9:10 pm on Sep 9, 2004 (gmt 0)

10+ Year Member



When does a site cross over form being non-commercial to commercial?
The PIR states “Noncommercial endeavors are those not conducted or maintained for the purpose of making a profit. This wide range includes (but isn't limited to) charitable, artistic, scientific, personal, educational, social, cultural, and religious endeavors. Many noncommercial organizations conduct commerce to support their activities. Examples include clubs that raise funds, hospitals, noncommercial Web sites that run advertising to support their operations, and so on”
I am planning on running a site (one person operation) that is not commercial per se but I will end up making a little money from paid listings. What is considered commercial? $1k/m $2k/m

ergophobe

9:16 pm on Sep 9, 2004 (gmt 0)

WebmasterWorld Senior Member 10+ Year Member Top Contributors Of The Month



It's not a dollar amount. Hey, many commercial sites lose thousands a month when trying to launch. If profit mattered, Amazon wouldn't have been commercial for the first several years of its existence.

Some not-for-profit groups take in millions of dollars in donations and have staffs of hundreds, but the goal is not commercial or for-profit. If you are trying to make a little bit of money, whether or not you actually do, you are a commercial site by the definition you give (as I read it anyway).

Tom

freshfish

9:53 pm on Sep 9, 2004 (gmt 0)

10+ Year Member



Thats a good point. But if you are running a site as a not for profit, but you make say $2000 per month. That would be like a salary.
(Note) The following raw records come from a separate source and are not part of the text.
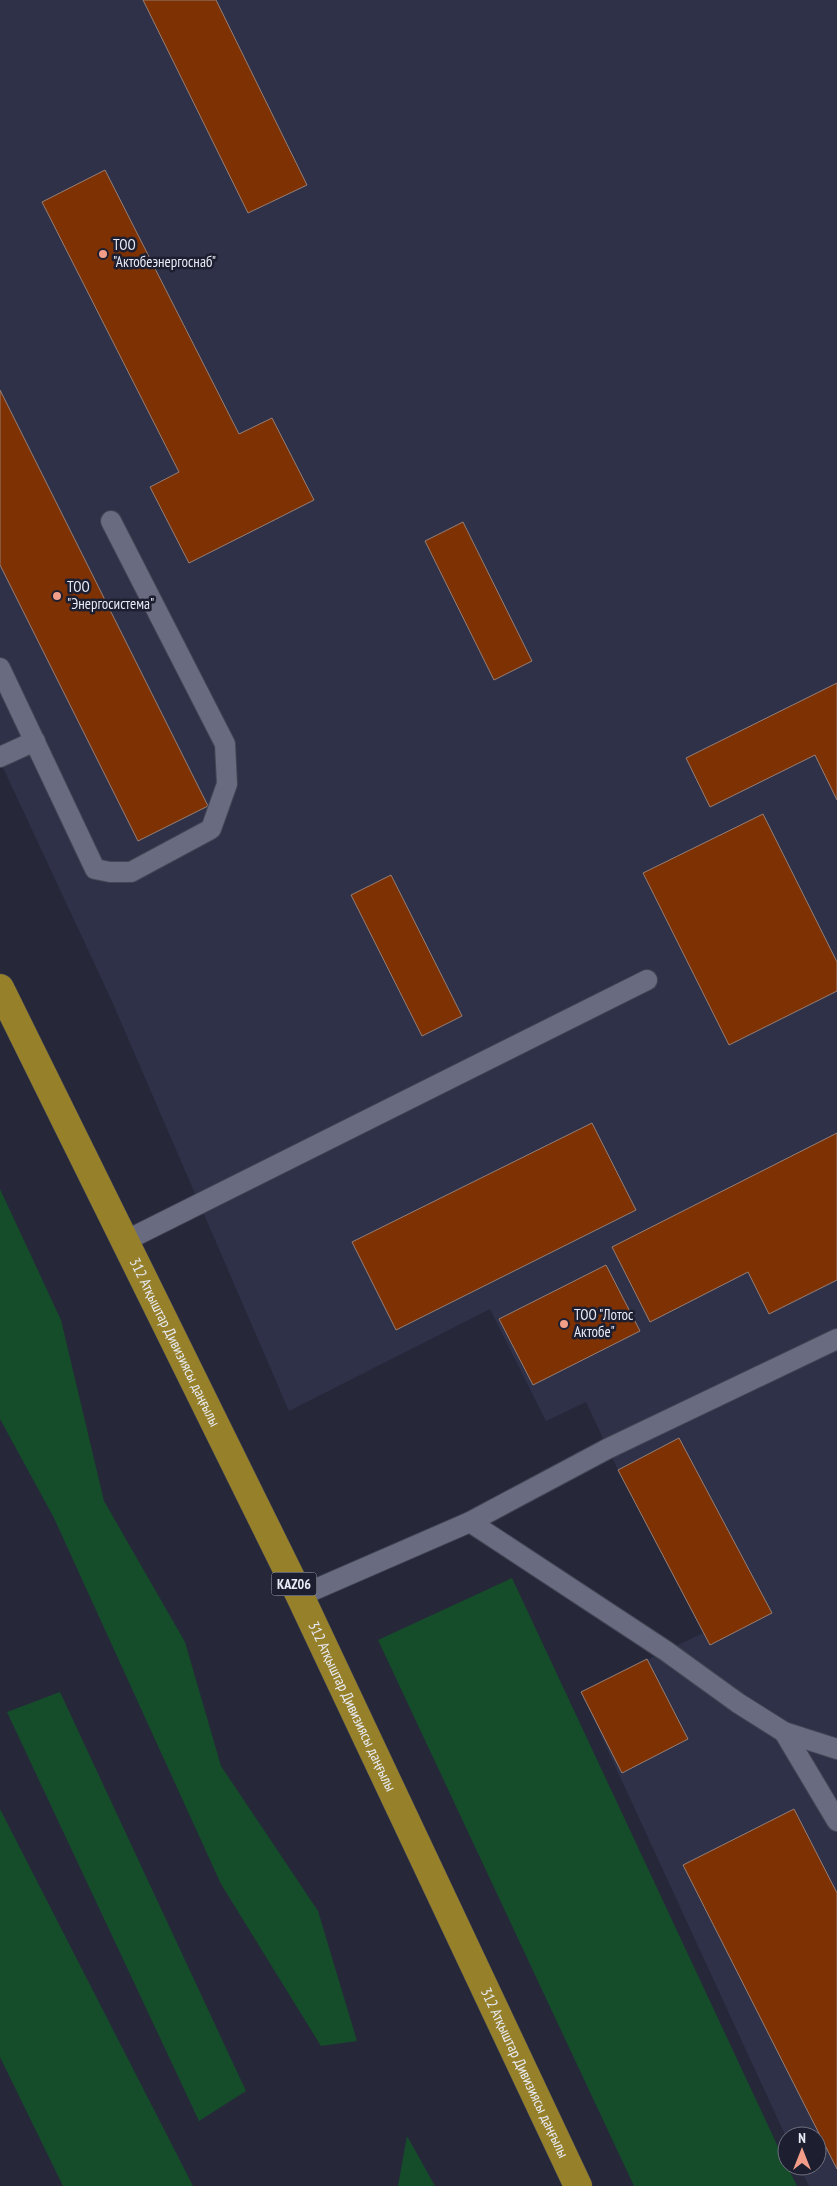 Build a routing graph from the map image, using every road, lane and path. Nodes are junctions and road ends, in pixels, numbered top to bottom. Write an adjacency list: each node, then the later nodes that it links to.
1 (111, 520): 3 (lane)
2 (0, 668): 3 (lane)
3 (35, 741): 4 (lane)
4 (0, 757)
5 (647, 980): 7 (lane)
6 (0, 988): 7 (highway, 312 Атқыштар Дивизиясы даңғылы / KАZ06)
7 (125, 1241): 10 (highway, 312 Атқыштар Дивизиясы даңғылы / KАZ06)
8 (837, 1339): 9 (lane)
9 (470, 1522): 10 (lane); 11 (lane)
10 (300, 1596): 14 (highway, 312 Атқыштар Дивизиясы даңғылы / KАZ06)
11 (784, 1732): 12 (lane); 13 (lane)
12 (837, 1749)
13 (837, 1821)
14 (578, 2186)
Granted if you are a one man operation, and you are bringing in 10k per month, that obviously goes beyond covering time and expenses.

So, could a helpful/eductaional site that brings in $1000-2000 be considered for profit? I wonder

diamondgrl

10:35 pm on Sep 9, 2004 (gmt 0)

WebmasterWorld Senior Member 10+ Year Member



It depends, presumably, on your organization's tax status and how you make money. If you sell advertising on your web site, I would say that's commercial. The local children's hospital doesn't do that kind of thing on their web site.

More importantly, though, if you have no organization and are representing yourself, I don't think you would be considered non-commercial unless you clearly had no visible source of support and were providing what clearly was a public service.